Making art and performance in public space is taking it to the public unencumbered by the limitations and expectations of working in conventional venues. Taking it to where the public is free to engage or to leave.

Art in public space is essentially political, challenging  a whole set of preconceptions as to how art should be consumed. Because in this context art is de-commodified. It is free. The transaction between the artist and public is one of time and engagement.  It is a commitment by the public that is not mediated by expectations of behaviour that are codified through the conventions that govern the presentation of the arts in concert halls, opera houses, galleries and theatre. These churches to the arts are legitimate platforms for artists and through their framing provide particular artistic possibilities. However they too often support  elites delighting in their entitlement at being  educated into their mysteries.  Artists working in public space take their work to the public.  They can find their work informed by their physical surroundings, its history and community significance, the personal stories of those who lived or travelled through that space.  They look to the passing of the sun to light their performance. They place themselves in relationship to an audience that might encounter them by chance. Others create work that brings their public to a place they have never discovered. 

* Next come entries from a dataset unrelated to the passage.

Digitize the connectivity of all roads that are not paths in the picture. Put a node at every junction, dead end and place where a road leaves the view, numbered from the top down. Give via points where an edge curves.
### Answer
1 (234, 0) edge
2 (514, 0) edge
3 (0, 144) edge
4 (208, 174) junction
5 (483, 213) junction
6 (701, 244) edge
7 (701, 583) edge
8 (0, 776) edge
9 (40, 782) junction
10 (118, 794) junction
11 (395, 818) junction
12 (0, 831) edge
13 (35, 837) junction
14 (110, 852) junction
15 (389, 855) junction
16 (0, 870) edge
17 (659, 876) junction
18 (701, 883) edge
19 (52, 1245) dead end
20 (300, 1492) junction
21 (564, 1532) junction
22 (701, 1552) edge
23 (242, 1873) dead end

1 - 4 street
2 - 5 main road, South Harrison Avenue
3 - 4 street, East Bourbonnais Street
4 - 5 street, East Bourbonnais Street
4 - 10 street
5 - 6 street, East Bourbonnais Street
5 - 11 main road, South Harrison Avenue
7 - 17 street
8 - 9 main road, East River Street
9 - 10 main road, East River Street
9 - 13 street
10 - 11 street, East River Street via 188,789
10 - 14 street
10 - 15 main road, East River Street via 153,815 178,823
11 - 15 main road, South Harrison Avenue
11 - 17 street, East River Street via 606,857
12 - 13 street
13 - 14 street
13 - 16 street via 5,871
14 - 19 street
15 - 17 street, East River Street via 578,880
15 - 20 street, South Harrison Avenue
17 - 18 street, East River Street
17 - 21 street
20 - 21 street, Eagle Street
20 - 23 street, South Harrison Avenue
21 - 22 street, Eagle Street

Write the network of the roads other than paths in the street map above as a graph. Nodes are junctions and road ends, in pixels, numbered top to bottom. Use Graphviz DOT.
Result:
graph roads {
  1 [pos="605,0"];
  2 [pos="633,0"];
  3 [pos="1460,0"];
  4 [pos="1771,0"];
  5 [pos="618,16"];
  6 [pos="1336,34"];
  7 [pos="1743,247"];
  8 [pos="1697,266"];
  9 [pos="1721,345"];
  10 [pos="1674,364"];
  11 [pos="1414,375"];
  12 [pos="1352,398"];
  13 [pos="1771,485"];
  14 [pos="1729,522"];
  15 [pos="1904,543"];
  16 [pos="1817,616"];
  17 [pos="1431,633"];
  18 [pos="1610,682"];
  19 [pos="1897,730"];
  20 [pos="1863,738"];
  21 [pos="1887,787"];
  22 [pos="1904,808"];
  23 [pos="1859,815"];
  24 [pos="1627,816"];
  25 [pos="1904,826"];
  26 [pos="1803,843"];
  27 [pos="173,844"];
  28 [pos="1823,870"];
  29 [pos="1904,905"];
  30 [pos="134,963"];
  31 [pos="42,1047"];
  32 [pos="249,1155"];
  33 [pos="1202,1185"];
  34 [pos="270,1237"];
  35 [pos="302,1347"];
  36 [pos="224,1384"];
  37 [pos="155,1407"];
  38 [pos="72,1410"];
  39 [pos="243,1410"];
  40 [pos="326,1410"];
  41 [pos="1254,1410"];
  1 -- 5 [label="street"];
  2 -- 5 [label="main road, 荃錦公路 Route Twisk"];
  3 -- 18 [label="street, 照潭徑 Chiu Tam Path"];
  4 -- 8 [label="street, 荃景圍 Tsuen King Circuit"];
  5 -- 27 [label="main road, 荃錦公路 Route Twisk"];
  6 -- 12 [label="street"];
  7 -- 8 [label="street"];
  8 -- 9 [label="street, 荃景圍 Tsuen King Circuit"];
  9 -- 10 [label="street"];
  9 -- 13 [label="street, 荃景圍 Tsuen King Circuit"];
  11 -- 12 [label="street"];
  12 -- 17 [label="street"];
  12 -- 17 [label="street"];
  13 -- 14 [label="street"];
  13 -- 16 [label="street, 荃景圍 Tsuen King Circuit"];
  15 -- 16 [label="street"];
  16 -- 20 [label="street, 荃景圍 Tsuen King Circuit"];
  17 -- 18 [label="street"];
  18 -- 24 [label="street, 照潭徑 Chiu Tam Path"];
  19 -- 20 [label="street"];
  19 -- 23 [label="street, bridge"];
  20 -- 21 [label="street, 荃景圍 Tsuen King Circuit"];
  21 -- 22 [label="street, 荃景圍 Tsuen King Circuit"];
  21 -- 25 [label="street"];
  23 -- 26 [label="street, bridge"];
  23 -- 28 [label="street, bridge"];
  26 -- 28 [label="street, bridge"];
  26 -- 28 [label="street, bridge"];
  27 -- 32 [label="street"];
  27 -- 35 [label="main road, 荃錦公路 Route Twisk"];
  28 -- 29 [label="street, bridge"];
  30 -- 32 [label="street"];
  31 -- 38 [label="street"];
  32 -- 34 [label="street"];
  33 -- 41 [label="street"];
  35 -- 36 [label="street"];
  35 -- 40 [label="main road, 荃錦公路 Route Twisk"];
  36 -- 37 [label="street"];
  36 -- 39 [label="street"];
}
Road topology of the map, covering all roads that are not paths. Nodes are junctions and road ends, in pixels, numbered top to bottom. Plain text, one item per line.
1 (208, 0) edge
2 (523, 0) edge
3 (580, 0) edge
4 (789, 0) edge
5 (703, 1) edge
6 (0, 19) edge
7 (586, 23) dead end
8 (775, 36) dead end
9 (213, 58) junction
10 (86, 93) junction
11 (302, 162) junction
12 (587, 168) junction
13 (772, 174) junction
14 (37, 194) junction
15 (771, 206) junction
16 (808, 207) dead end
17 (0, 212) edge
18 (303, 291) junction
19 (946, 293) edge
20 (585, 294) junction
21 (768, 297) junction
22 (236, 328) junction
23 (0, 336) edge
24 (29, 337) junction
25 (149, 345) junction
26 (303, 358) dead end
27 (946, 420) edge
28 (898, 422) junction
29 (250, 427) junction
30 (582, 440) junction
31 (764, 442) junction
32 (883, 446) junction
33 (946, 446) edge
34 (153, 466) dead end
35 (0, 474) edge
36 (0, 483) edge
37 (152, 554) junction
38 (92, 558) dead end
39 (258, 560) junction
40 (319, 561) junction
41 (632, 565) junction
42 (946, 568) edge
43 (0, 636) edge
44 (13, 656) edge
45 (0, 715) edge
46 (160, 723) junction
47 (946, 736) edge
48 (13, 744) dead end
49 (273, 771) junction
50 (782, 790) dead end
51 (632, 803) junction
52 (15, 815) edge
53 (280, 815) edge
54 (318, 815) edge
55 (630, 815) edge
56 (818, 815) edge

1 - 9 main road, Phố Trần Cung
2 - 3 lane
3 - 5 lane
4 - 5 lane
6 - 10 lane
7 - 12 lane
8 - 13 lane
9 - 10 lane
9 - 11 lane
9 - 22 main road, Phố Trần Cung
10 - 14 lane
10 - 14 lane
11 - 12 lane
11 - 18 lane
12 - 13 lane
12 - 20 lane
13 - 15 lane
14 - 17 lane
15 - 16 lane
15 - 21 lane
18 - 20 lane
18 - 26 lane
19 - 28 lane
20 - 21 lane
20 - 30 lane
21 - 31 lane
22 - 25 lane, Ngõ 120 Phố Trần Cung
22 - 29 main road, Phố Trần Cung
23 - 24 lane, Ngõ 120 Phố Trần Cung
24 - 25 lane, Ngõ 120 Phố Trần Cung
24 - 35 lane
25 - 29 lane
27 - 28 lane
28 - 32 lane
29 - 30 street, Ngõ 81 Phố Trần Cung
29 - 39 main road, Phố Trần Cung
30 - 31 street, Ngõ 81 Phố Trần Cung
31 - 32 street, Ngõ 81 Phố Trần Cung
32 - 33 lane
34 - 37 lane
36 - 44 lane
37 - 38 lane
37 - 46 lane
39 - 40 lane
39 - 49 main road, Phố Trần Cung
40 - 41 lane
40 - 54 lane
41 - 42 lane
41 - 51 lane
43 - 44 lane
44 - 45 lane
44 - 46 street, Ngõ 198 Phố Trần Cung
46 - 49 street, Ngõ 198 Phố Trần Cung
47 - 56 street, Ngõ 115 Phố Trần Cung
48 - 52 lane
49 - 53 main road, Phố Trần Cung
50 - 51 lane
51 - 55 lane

The term “art in public space” started being used by the European network Insitu ( to define their artistic area of concern. While the terms “street arts“ and “outdoor arts” had been seen as useful terms, they carried their own baggage of association and also didn’t encompass the range of work or the concerns of the artists Insitu wished to support.  The work should include all art forms and should be free to the public.  Insitu partners followed artists; tracing tendencies in their practice from street theatre to performance in the landscape, from socially engaged practice to work on line and with new technologies. There was a developing critique of the place of the artist in influencing urban design and an appreciation of the voice of the artist in political discourse.

Art in public space embraces all art forms and welcomes all publics.